Summary (pages 3-4)
The man carries nothing else with him apart from his food and is feeling the cold on his face although his facial hair partly protects. He has a dog with him that is described as ‘a big native husky’ and is barely different to ‘the wild wolf’. The dog feels the cold too and knows that it is no time for travelling: ‘Its instinct told it a truer tale than was told to the man by the man’s judgement.’
It is seventy-five degrees below zero and as the freezing point is thirty-two degrees above zero, ‘it meant that one hundred and seven degrees of frost obtained’. The dog knows nothing of thermometers, but it has its instinct. It has learned the benefits of fire and if there is no fire it knows the need for shelter at such times.
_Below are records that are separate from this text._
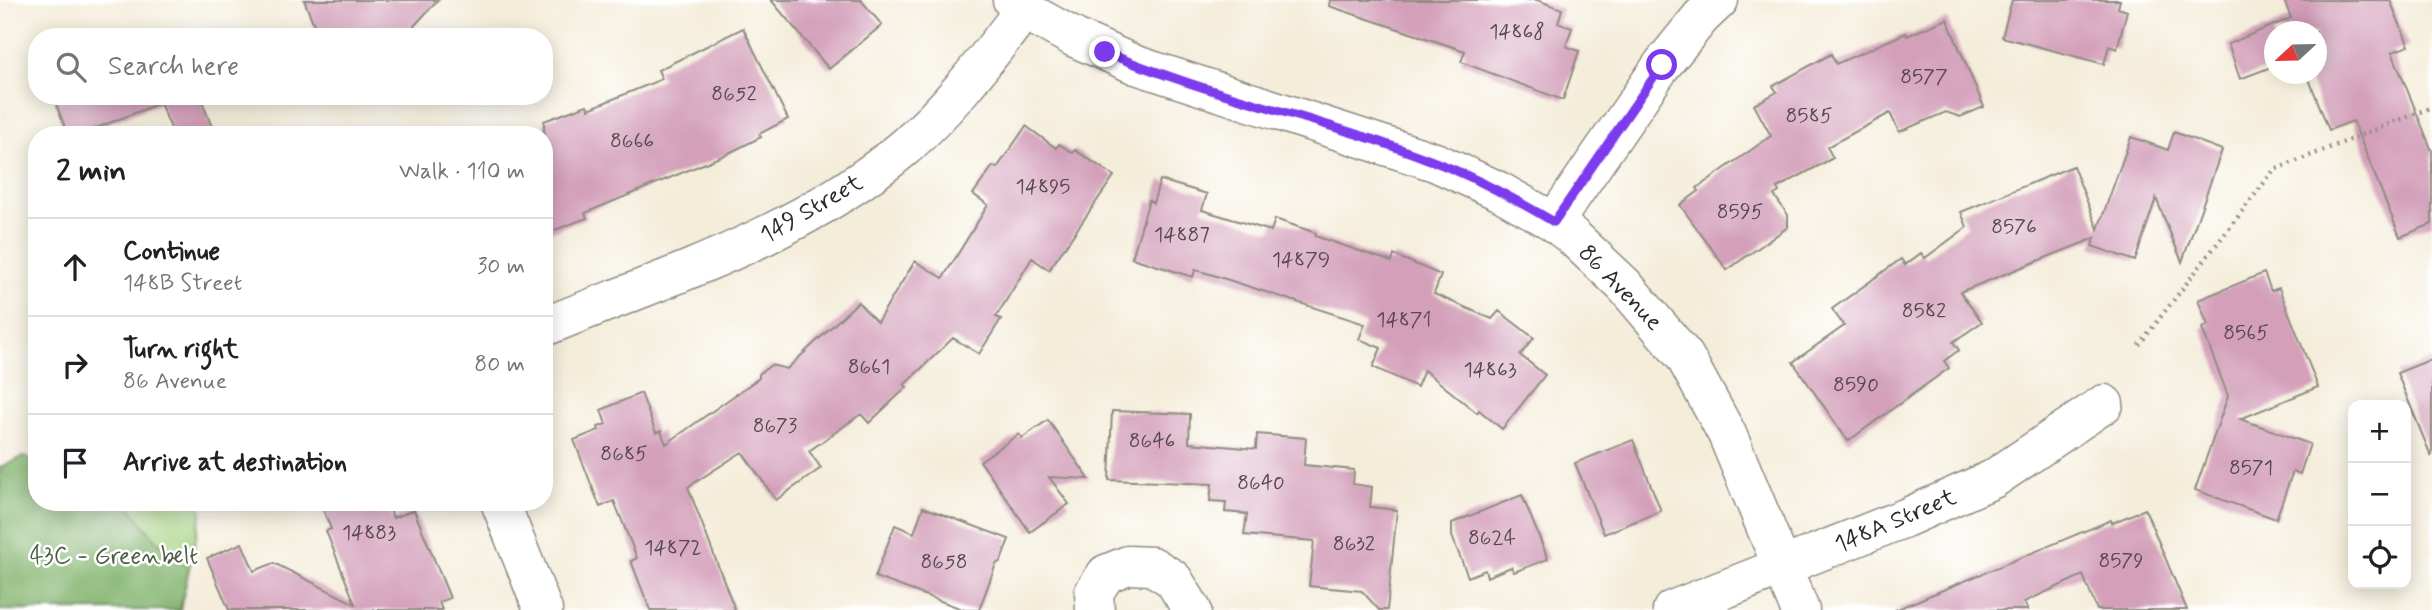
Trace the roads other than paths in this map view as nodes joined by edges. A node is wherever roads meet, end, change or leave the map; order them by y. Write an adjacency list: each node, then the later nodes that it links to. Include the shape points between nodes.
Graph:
1 (1719, 0): 3 (street, via 1662,65)
2 (1018, 5): 3 (street, 86 Avenue, via 1075,38 1146,68 1435,162); 4 (street, 149 Street, via 968,84 906,146 835,198 762,238)
3 (1554, 222): 7 (street, 86 Avenue, via 1624,285 1685,357 1727,434)
4 (553, 323)
5 (2104, 404): 7 (street, 148A Street, via 1993,479)
6 (504, 511): 8 (street)
7 (1782, 566): 11 (street, 148A Street); 12 (street, 86 Avenue)
8 (543, 610)
9 (1095, 610): 10 (street, via 1094,592 1107,573 1128,565 1152,566 1173,579)
10 (1192, 610)
11 (1672, 610)
12 (1800, 610)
The moisture from the dog’s breath has settled as fine frost on its fur. The man’s red beard and moustache are similarly ‘frosted’, ‘but more solidly’. The man is also chewing tobacco and the juice of this has formed ‘a crystal beard’ like amber. We are told he does not mind about this ‘appendage’.
He walks for several miles through the woods and goes down to a frozen stream that was Henderson Creek. He knows he is ten miles from ‘the forks’ and it is now ten o’clock. He has been walking at four miles an hour and knows he will be at the forks by half-past twelve. The dog walks behind him again and his tail is ‘drooping discouragement’. No man has been down here for a month and he walks steadily on; he thinks only of his lunch. Now and again he thinks of the temperature and ‘that he has never experienced such cold’.
Analysis (pages 3-4)
At this stage, the dog is introduced and it is emphasised that the dog’s instinct is superior to the man’s. Whereas the dog knows the dangers of the temperature, the man continues walking and the dog follows. Because of this differentiation between the man and the dog, where the dog is seen to be superior, the arrogance of this man and humanity generally is demonstrated.
The man’s inability to see beyond himself has already been referred to in the earlier pages. His lack of imagination means that he does not see beyond the thought of his lunch and thinks of the cold only in terms of how he has never experienced this climate before.